TAMWORTH has now surpassed the one month mark without a single new COVID-19 case being diagnosed in the city.
Hunter New England Health's (HNEH) chief public health controller Dr David Durrheim has previously indicated it would take 28 days nationally without new cases emerging to indicate the virus had been eradicated.
More than 3,000 people were tested at the Tamworth hospital drive-through clinic before it wrapped up on Friday afternoon, after three weeks of testing.
Despite widespread testing, the last diagnosis for COVID-19 in Tamworth was 31 days ago from a mystery source.
The city's coronavirus case count remains at 13, and 12 patients have made a full recovery. One woman - a 58-year-old - died in mid-April.
The 58-year-old died of complications from the infection at Tamworth hospital on April 16, and her positive test result came back on April 17.
Dr Durrheim said the only way the virus will flare in the HNEH region is if someone imports it.
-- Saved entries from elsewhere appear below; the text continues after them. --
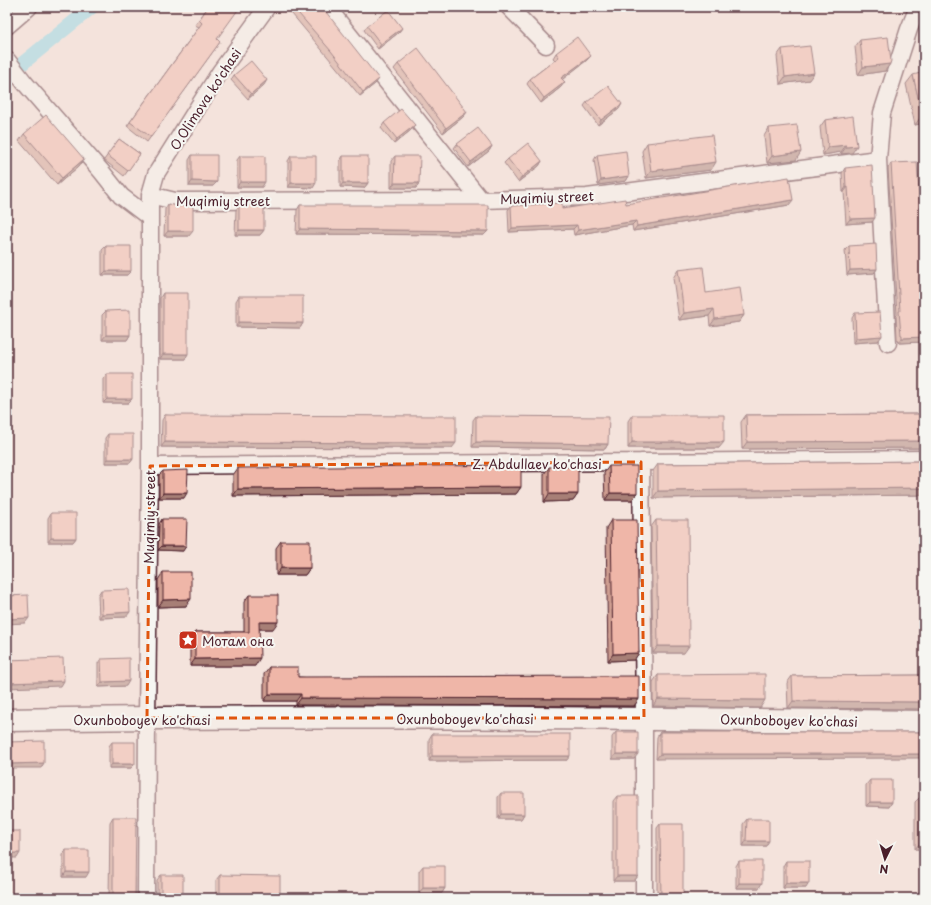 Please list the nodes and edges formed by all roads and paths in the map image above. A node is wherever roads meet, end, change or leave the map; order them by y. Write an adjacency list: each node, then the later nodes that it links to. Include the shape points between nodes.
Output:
1 (29, 7): 6 (street)
2 (267, 7): 10 (street, O.Olimova ko'chasi, via 220,72 156,174)
3 (327, 7): 11 (street)
4 (509, 7): 7 (street)
5 (918, 7): 9 (street, via 882,113)
6 (7, 26)
7 (546, 45)
8 (7, 60): 12 (street, via 121,196)
9 (878, 159): 11 (street, Muqimiy street, via 587,197); 13 (street)
10 (150, 195): 11 (street, Muqimiy street, via 176,201); 12 (street, Muqimiy street)
11 (481, 200)
12 (150, 218): 16 (street, Muqimiy street)
13 (888, 343)
14 (924, 459): 15 (street, Z. Abdullaev ko'chasi)
15 (641, 462): 16 (street, Z. Abdullaev ko'chasi); 18 (street)
16 (150, 466): 17 (street, Muqimiy street)
17 (146, 718): 18 (main road, Oxunboboyev ko'chasi); 19 (main road, Oxunboboyev ko'chasi); 21 (street, Muqimiy street)
18 (644, 718): 20 (main road, Oxunboboyev ko'chasi); 22 (street)
19 (7, 720)
20 (924, 722)
21 (146, 898)
22 (644, 898)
He said an "extraordinary increase" in testing had failed to reveal a single new case in the Hunter and New England districts since April 22, 26 days ago.
On the weekend, pubs, cafes and restaurants started resuming in-house trading after the state relaxed restrictions.
One new case was diagnosed in NSW on Sunday, up from three new cases on Saturday, the state government announced on the weekend.
Now, Dr Durrheim said the danger is people moving, and he expected to see more inter-regional movement as restrictions eased.
"This is the risk that faces us now," Dr Durrheim said.
"We do know there are cases every day in Sydney, small numbers, normally single-digit numbers, but not all of them are people who are in quarantine. There is still come community transmission in Sydney.
"As people begin to move, and we get groupings of people getting together, then the risk exists certainly for re-importing the virus into Hunter New England."
Drive-through clinics will begin at hospital on Monday in Gunnedah and Inverell and Glen Innes.
Dr Durrheim encouraged people to maintain social distancing and hand washing while catching up with friends and to stick with the five-visitor limit at home.
Public Health Act orders prohibit holidays in regional areas. Residents can visit family and friends in Sydney, but Dr Durrheim discouraged such trips.
"Now is the time to catch up with nearby friends and family ... rather than embarking on broader travel," he said.
HNEH said 240 out of the 278 confirmed COVID-19 patients had now recovered. Four people have died.
Heath authorities have hit brick walls trying to find where some locals contracted coronavirus. A number of mystery COVID-19 cases with an unknown source of infection are still listed as under investigation in Tamworth, Moree, Gunnedah, Tenterfield and Armidale local government areas.